What you are asked to do: A faithful copy of the data is the goal; set it down exactly, without the images.

[Start of section]

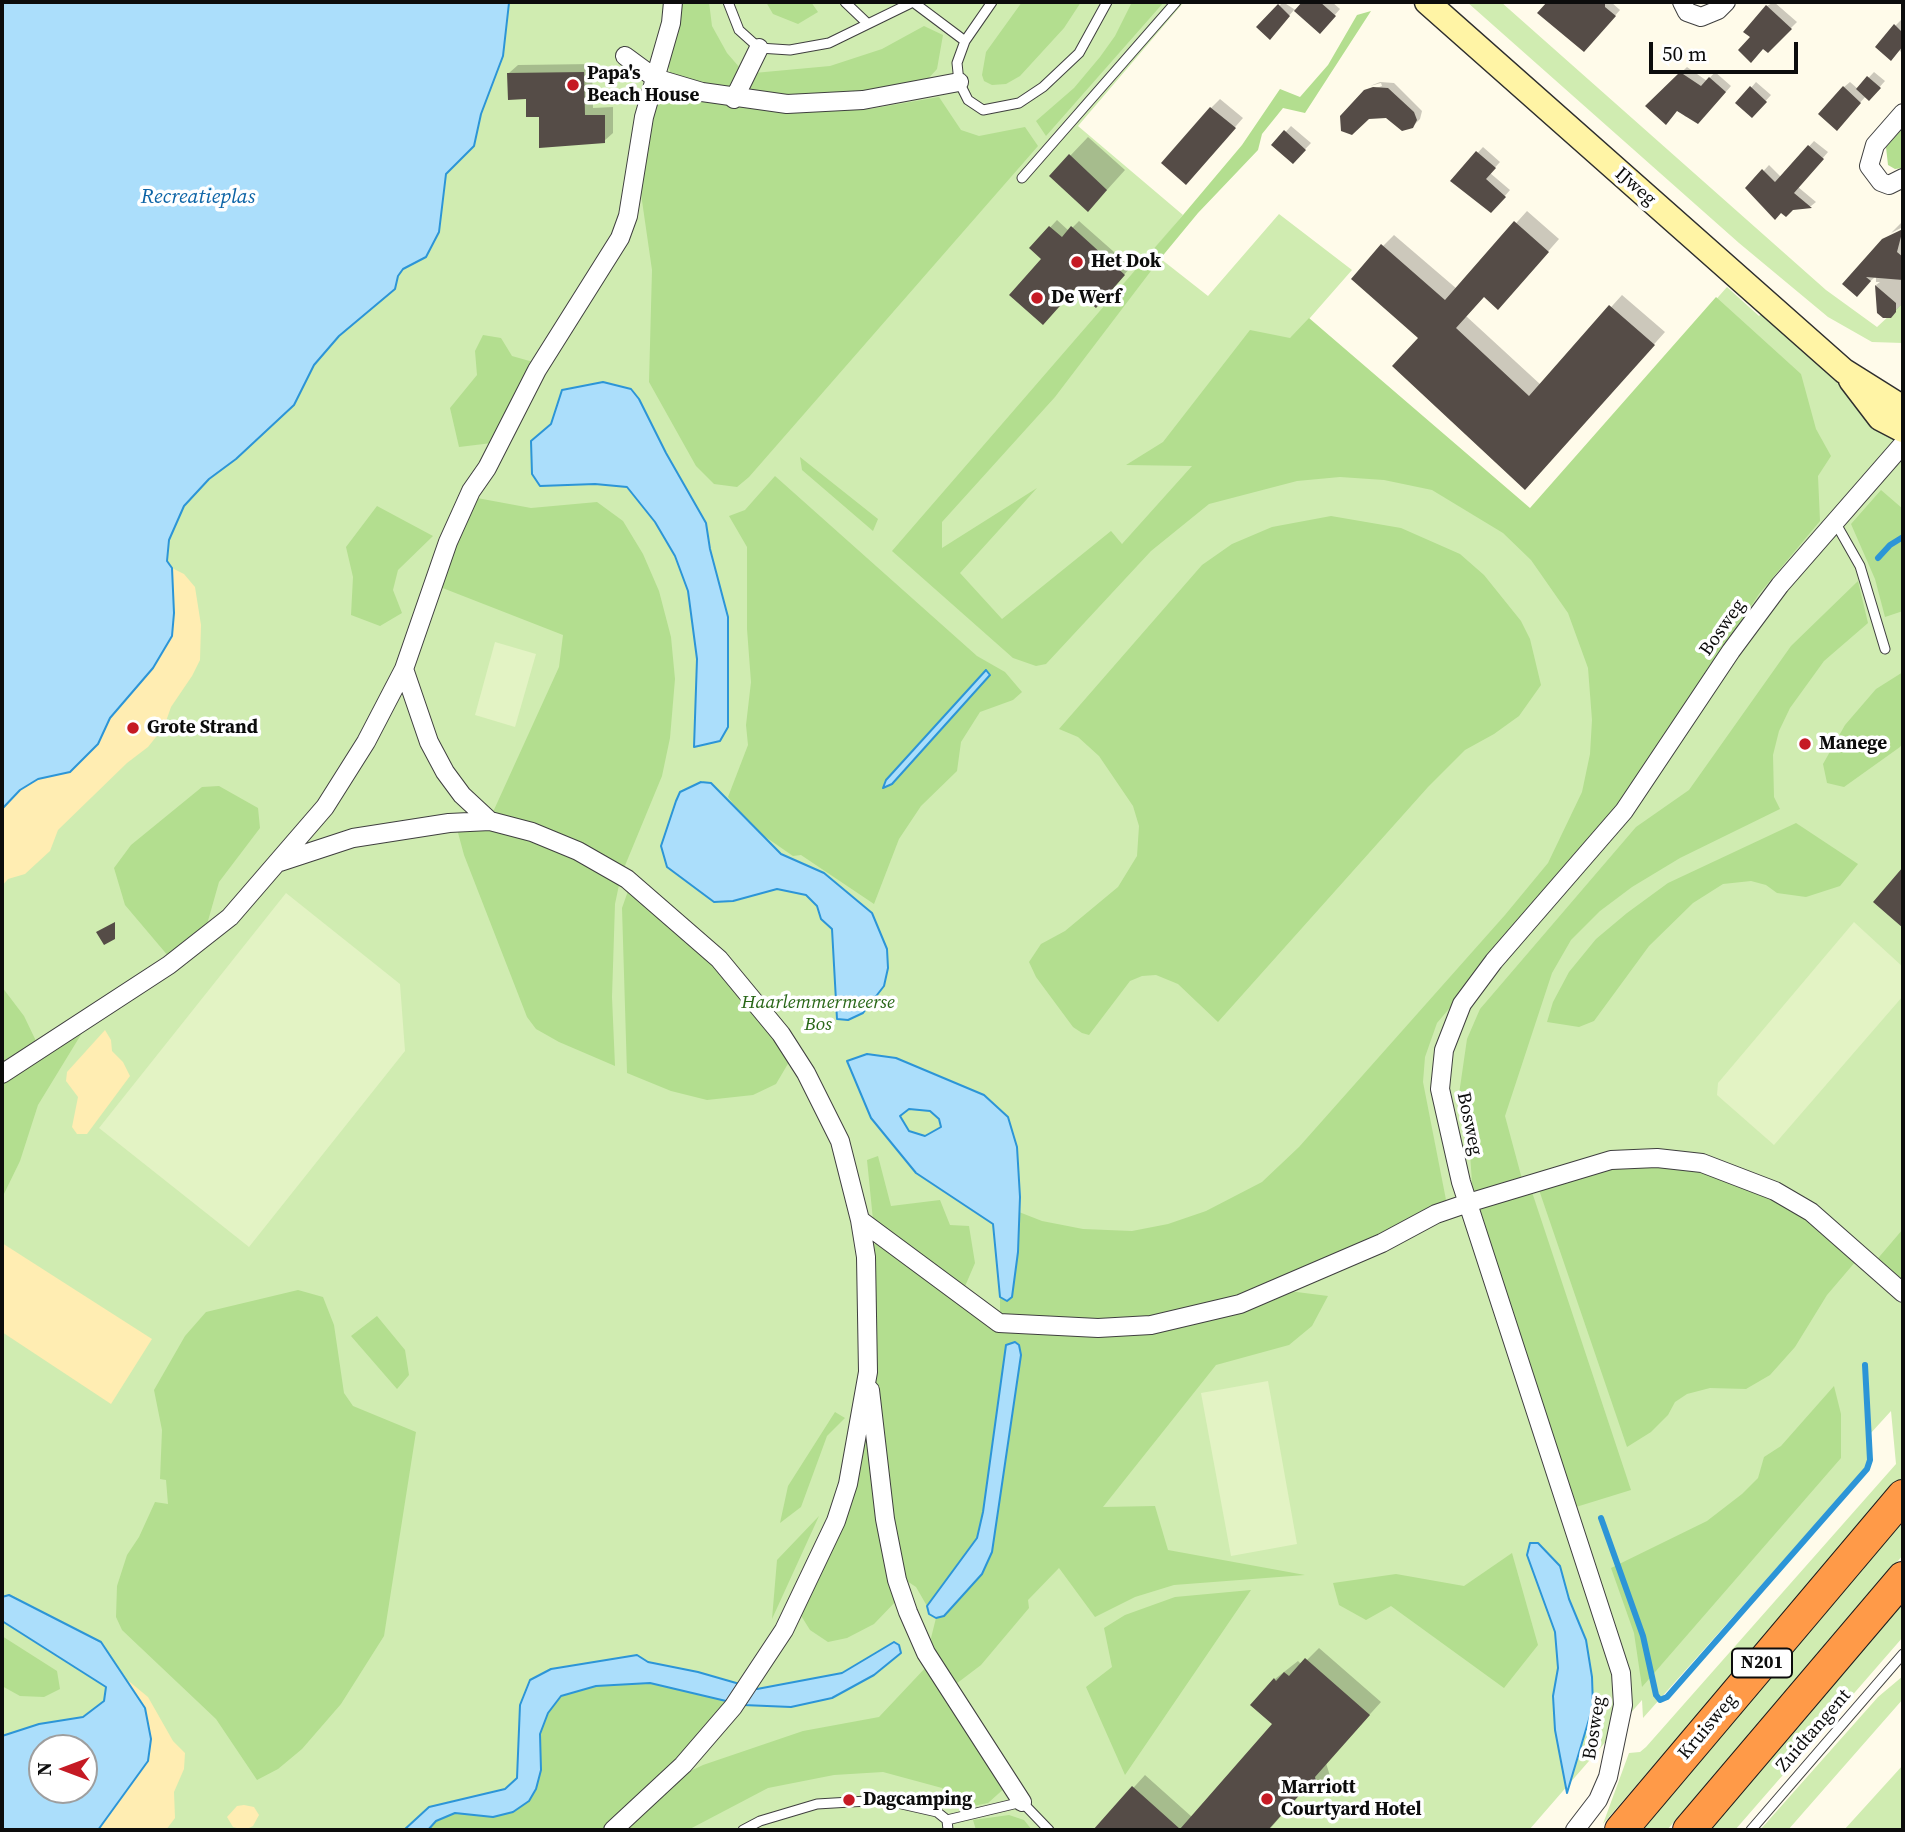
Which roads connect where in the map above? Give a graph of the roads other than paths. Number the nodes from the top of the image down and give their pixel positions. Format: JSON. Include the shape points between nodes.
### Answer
{"nodes":[{"id":1,"x":673,"y":2,"type":"edge"},
{"id":2,"x":728,"y":2,"type":"edge"},
{"id":3,"x":845,"y":2,"type":"edge"},
{"id":4,"x":913,"y":2,"type":"edge"},
{"id":5,"x":992,"y":2,"type":"edge"},
{"id":6,"x":1107,"y":2,"type":"edge"},
{"id":7,"x":1176,"y":2,"type":"edge"},
{"id":8,"x":1427,"y":2,"type":"edge"},
{"id":9,"x":1682,"y":2,"type":"edge"},
{"id":10,"x":1726,"y":2,"type":"edge"},
{"id":11,"x":868,"y":24,"type":"junction"},
{"id":12,"x":965,"y":41,"type":"junction"},
{"id":13,"x":759,"y":48,"type":"junction"},
{"id":14,"x":625,"y":56,"type":"dead end"},
{"id":15,"x":655,"y":78,"type":"junction"},
{"id":16,"x":959,"y":82,"type":"junction"},
{"id":17,"x":734,"y":99,"type":"junction"},
{"id":18,"x":1903,"y":113,"type":"edge"},
{"id":19,"x":1022,"y":178,"type":"dead end"},
{"id":20,"x":1903,"y":178,"type":"edge"},
{"id":21,"x":1844,"y":371,"type":"junction"},
{"id":22,"x":1903,"y":411,"type":"edge"},
{"id":23,"x":1903,"y":430,"type":"edge"},
{"id":24,"x":1903,"y":444,"type":"edge"},
{"id":25,"x":1835,"y":522,"type":"junction"},
{"id":26,"x":1885,"y":649,"type":"dead end"},
{"id":27,"x":404,"y":670,"type":"junction"},
{"id":28,"x":490,"y":821,"type":"junction"},
{"id":29,"x":280,"y":862,"type":"junction"},
{"id":30,"x":2,"y":1074,"type":"edge"},
{"id":31,"x":1468,"y":1203,"type":"junction"},
{"id":32,"x":860,"y":1220,"type":"junction"},
{"id":33,"x":1903,"y":1293,"type":"edge"},
{"id":34,"x":868,"y":1372,"type":"junction"},
{"id":35,"x":1903,"y":1496,"type":"edge"},
{"id":36,"x":1903,"y":1578,"type":"edge"},
{"id":37,"x":1903,"y":1654,"type":"edge"},
{"id":38,"x":1022,"y":1802,"type":"junction"},
{"id":39,"x":947,"y":1820,"type":"junction"},
{"id":40,"x":613,"y":1830,"type":"edge"},
{"id":41,"x":743,"y":1830,"type":"edge"},
{"id":42,"x":947,"y":1830,"type":"edge"},
{"id":43,"x":1049,"y":1830,"type":"edge"},
{"id":44,"x":1575,"y":1830,"type":"edge"},
{"id":45,"x":1621,"y":1830,"type":"edge"},
{"id":46,"x":1689,"y":1830,"type":"edge"},
{"id":47,"x":1751,"y":1830,"type":"edge"}],
"edges":[{"from":1,"to":15,"type":"street"},
{"from":2,"to":13,"type":"lane","via":[[739,30]]},
{"from":3,"to":11,"type":"lane"},
{"from":4,"to":11,"type":"lane"},
{"from":4,"to":12,"type":"lane"},
{"from":5,"to":12,"type":"lane"},
{"from":6,"to":16,"type":"lane","via":[[1079,52],[1019,103],[983,110],[968,100]]},
{"from":7,"to":19,"type":"lane"},
{"from":8,"to":21,"type":"street","name":"IJweg"},
{"from":9,"to":10,"type":"street","via":[[1687,12],[1701,17]]},
{"from":11,"to":13,"type":"lane","via":[[829,43],[790,50]]},
{"from":12,"to":16,"type":"lane","via":[[957,63]]},
{"from":13,"to":17,"type":"street"},
{"from":14,"to":15,"type":"street"},
{"from":15,"to":17,"type":"street"},
{"from":15,"to":27,"type":"street","via":[[620,238],[537,370],[461,512]]},
{"from":16,"to":17,"type":"street","via":[[863,100],[787,104]]},
{"from":18,"to":20,"type":"street","via":[[1875,145],[1869,166],[1889,185]]},
{"from":21,"to":22,"type":"street","name":"IJweg"},
{"from":21,"to":23,"type":"street","name":"IJweg","via":[[1880,418]]},
{"from":24,"to":25,"type":"street","name":"Bosweg"},
{"from":25,"to":26,"type":"lane","via":[[1860,566]]},
{"from":25,"to":31,"type":"street","name":"Bosweg","via":[[1731,651],[1624,811],[1462,1004],[1444,1050],[1440,1089]]},
{"from":27,"to":28,"type":"street","via":[[429,742],[445,772]]},
{"from":27,"to":29,"type":"street","via":[[325,807]]},
{"from":28,"to":29,"type":"street","via":[[353,838]]},
{"from":28,"to":32,"type":"street","via":[[578,851],[627,879],[719,958],[781,1034],[812,1083],[840,1141]]},
{"from":29,"to":30,"type":"street","via":[[230,917],[169,965]]},
{"from":31,"to":32,"type":"street","via":[[1436,1213],[1382,1243],[1240,1304],[1151,1325],[1098,1328],[999,1323]]},
{"from":31,"to":33,"type":"street","via":[[1611,1160],[1657,1158],[1702,1163],[1775,1191],[1811,1212]]},
{"from":31,"to":44,"type":"street","name":"Bosweg","via":[[1621,1673],[1623,1705],[1608,1777],[1598,1800]]},
{"from":32,"to":34,"type":"street","via":[[866,1257]]},
{"from":34,"to":38,"type":"street","via":[[885,1519],[908,1612],[926,1653]]},
{"from":34,"to":40,"type":"street","via":[[848,1484],[836,1521],[784,1630],[733,1707],[683,1765]]},
{"from":35,"to":45,"type":"highway","name":"Kruisweg","number":"N201"},
{"from":36,"to":46,"type":"highway","number":"N201"},
{"from":37,"to":47,"type":"lane","name":"Zuidtangent"},
{"from":38,"to":39,"type":"lane"},
{"from":38,"to":43,"type":"lane"},
{"from":39,"to":41,"type":"lane","via":[[937,1812],[884,1800],[817,1804]]},
{"from":39,"to":42,"type":"lane"}]}
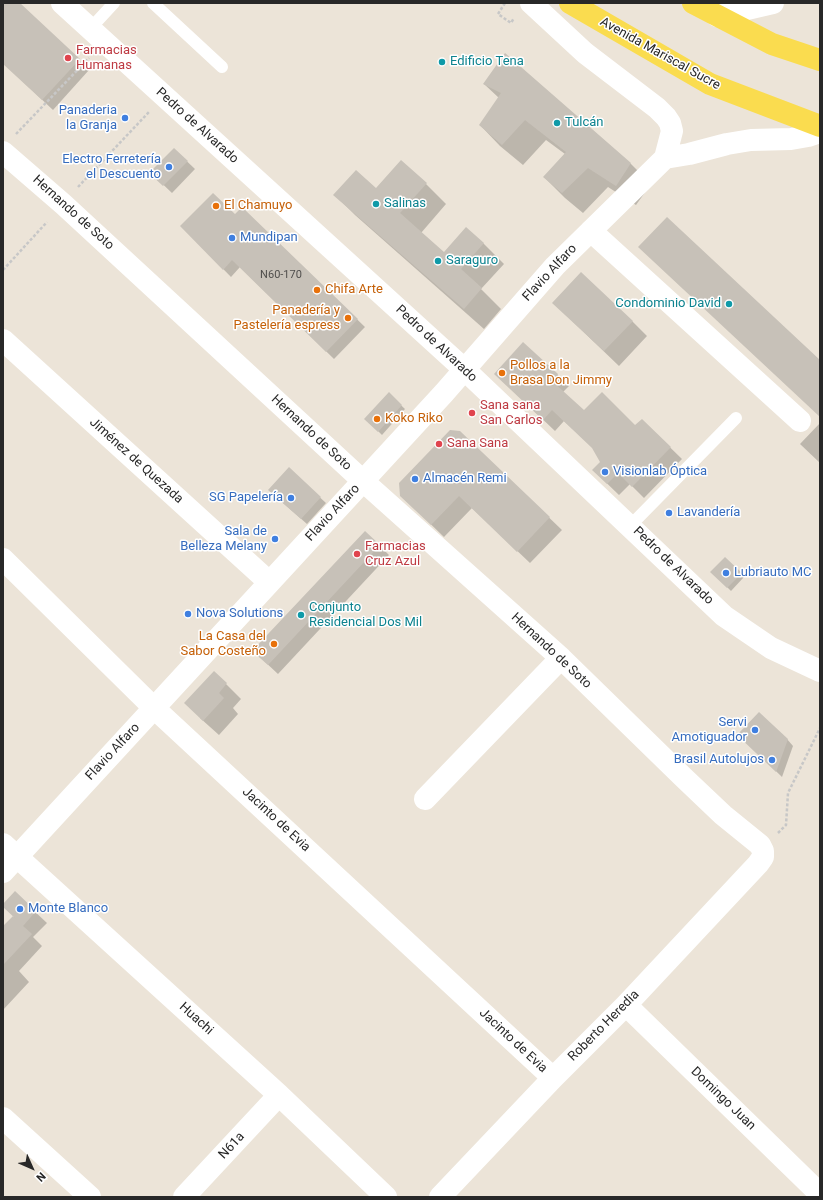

[End of section]

Exercise result:
Which roads connect where in the map above? Give a graph of the roads other than paths. Number the nodes from the top of the image down and give their pixel positions. Format: JSON. Include the shape points between nodes.
### Answer
{"nodes":[{"id":1,"x":673,"y":2,"type":"edge"},
{"id":2,"x":728,"y":2,"type":"edge"},
{"id":3,"x":845,"y":2,"type":"edge"},
{"id":4,"x":913,"y":2,"type":"edge"},
{"id":5,"x":992,"y":2,"type":"edge"},
{"id":6,"x":1107,"y":2,"type":"edge"},
{"id":7,"x":1176,"y":2,"type":"edge"},
{"id":8,"x":1427,"y":2,"type":"edge"},
{"id":9,"x":1682,"y":2,"type":"edge"},
{"id":10,"x":1726,"y":2,"type":"edge"},
{"id":11,"x":868,"y":24,"type":"junction"},
{"id":12,"x":965,"y":41,"type":"junction"},
{"id":13,"x":759,"y":48,"type":"junction"},
{"id":14,"x":625,"y":56,"type":"dead end"},
{"id":15,"x":655,"y":78,"type":"junction"},
{"id":16,"x":959,"y":82,"type":"junction"},
{"id":17,"x":734,"y":99,"type":"junction"},
{"id":18,"x":1903,"y":113,"type":"edge"},
{"id":19,"x":1022,"y":178,"type":"dead end"},
{"id":20,"x":1903,"y":178,"type":"edge"},
{"id":21,"x":1844,"y":371,"type":"junction"},
{"id":22,"x":1903,"y":411,"type":"edge"},
{"id":23,"x":1903,"y":430,"type":"edge"},
{"id":24,"x":1903,"y":444,"type":"edge"},
{"id":25,"x":1835,"y":522,"type":"junction"},
{"id":26,"x":1885,"y":649,"type":"dead end"},
{"id":27,"x":404,"y":670,"type":"junction"},
{"id":28,"x":490,"y":821,"type":"junction"},
{"id":29,"x":280,"y":862,"type":"junction"},
{"id":30,"x":2,"y":1074,"type":"edge"},
{"id":31,"x":1468,"y":1203,"type":"junction"},
{"id":32,"x":860,"y":1220,"type":"junction"},
{"id":33,"x":1903,"y":1293,"type":"edge"},
{"id":34,"x":868,"y":1372,"type":"junction"},
{"id":35,"x":1903,"y":1496,"type":"edge"},
{"id":36,"x":1903,"y":1578,"type":"edge"},
{"id":37,"x":1903,"y":1654,"type":"edge"},
{"id":38,"x":1022,"y":1802,"type":"junction"},
{"id":39,"x":947,"y":1820,"type":"junction"},
{"id":40,"x":613,"y":1830,"type":"edge"},
{"id":41,"x":743,"y":1830,"type":"edge"},
{"id":42,"x":947,"y":1830,"type":"edge"},
{"id":43,"x":1049,"y":1830,"type":"edge"},
{"id":44,"x":1575,"y":1830,"type":"edge"},
{"id":45,"x":1621,"y":1830,"type":"edge"},
{"id":46,"x":1689,"y":1830,"type":"edge"},
{"id":47,"x":1751,"y":1830,"type":"edge"}],
"edges":[{"from":1,"to":15,"type":"street"},
{"from":2,"to":13,"type":"lane","via":[[739,30]]},
{"from":3,"to":11,"type":"lane"},
{"from":4,"to":11,"type":"lane"},
{"from":4,"to":12,"type":"lane"},
{"from":5,"to":12,"type":"lane"},
{"from":6,"to":16,"type":"lane","via":[[1079,52],[1019,103],[983,110],[968,100]]},
{"from":7,"to":19,"type":"lane"},
{"from":8,"to":21,"type":"street","name":"IJweg"},
{"from":9,"to":10,"type":"street","via":[[1687,12],[1701,17]]},
{"from":11,"to":13,"type":"lane","via":[[829,43],[790,50]]},
{"from":12,"to":16,"type":"lane","via":[[957,63]]},
{"from":13,"to":17,"type":"street"},
{"from":14,"to":15,"type":"street"},
{"from":15,"to":17,"type":"street"},
{"from":15,"to":27,"type":"street","via":[[620,238],[537,370],[461,512]]},
{"from":16,"to":17,"type":"street","via":[[863,100],[787,104]]},
{"from":18,"to":20,"type":"street","via":[[1875,145],[1869,166],[1889,185]]},
{"from":21,"to":22,"type":"street","name":"IJweg"},
{"from":21,"to":23,"type":"street","name":"IJweg","via":[[1880,418]]},
{"from":24,"to":25,"type":"street","name":"Bosweg"},
{"from":25,"to":26,"type":"lane","via":[[1860,566]]},
{"from":25,"to":31,"type":"street","name":"Bosweg","via":[[1731,651],[1624,811],[1462,1004],[1444,1050],[1440,1089]]},
{"from":27,"to":28,"type":"street","via":[[429,742],[445,772]]},
{"from":27,"to":29,"type":"street","via":[[325,807]]},
{"from":28,"to":29,"type":"street","via":[[353,838]]},
{"from":28,"to":32,"type":"street","via":[[578,851],[627,879],[719,958],[781,1034],[812,1083],[840,1141]]},
{"from":29,"to":30,"type":"street","via":[[230,917],[169,965]]},
{"from":31,"to":32,"type":"street","via":[[1436,1213],[1382,1243],[1240,1304],[1151,1325],[1098,1328],[999,1323]]},
{"from":31,"to":33,"type":"street","via":[[1611,1160],[1657,1158],[1702,1163],[1775,1191],[1811,1212]]},
{"from":31,"to":44,"type":"street","name":"Bosweg","via":[[1621,1673],[1623,1705],[1608,1777],[1598,1800]]},
{"from":32,"to":34,"type":"street","via":[[866,1257]]},
{"from":34,"to":38,"type":"street","via":[[885,1519],[908,1612],[926,1653]]},
{"from":34,"to":40,"type":"street","via":[[848,1484],[836,1521],[784,1630],[733,1707],[683,1765]]},
{"from":35,"to":45,"type":"highway","name":"Kruisweg","number":"N201"},
{"from":36,"to":46,"type":"highway","number":"N201"},
{"from":37,"to":47,"type":"lane","name":"Zuidtangent"},
{"from":38,"to":39,"type":"lane"},
{"from":38,"to":43,"type":"lane"},
{"from":39,"to":41,"type":"lane","via":[[937,1812],[884,1800],[817,1804]]},
{"from":39,"to":42,"type":"lane"}]}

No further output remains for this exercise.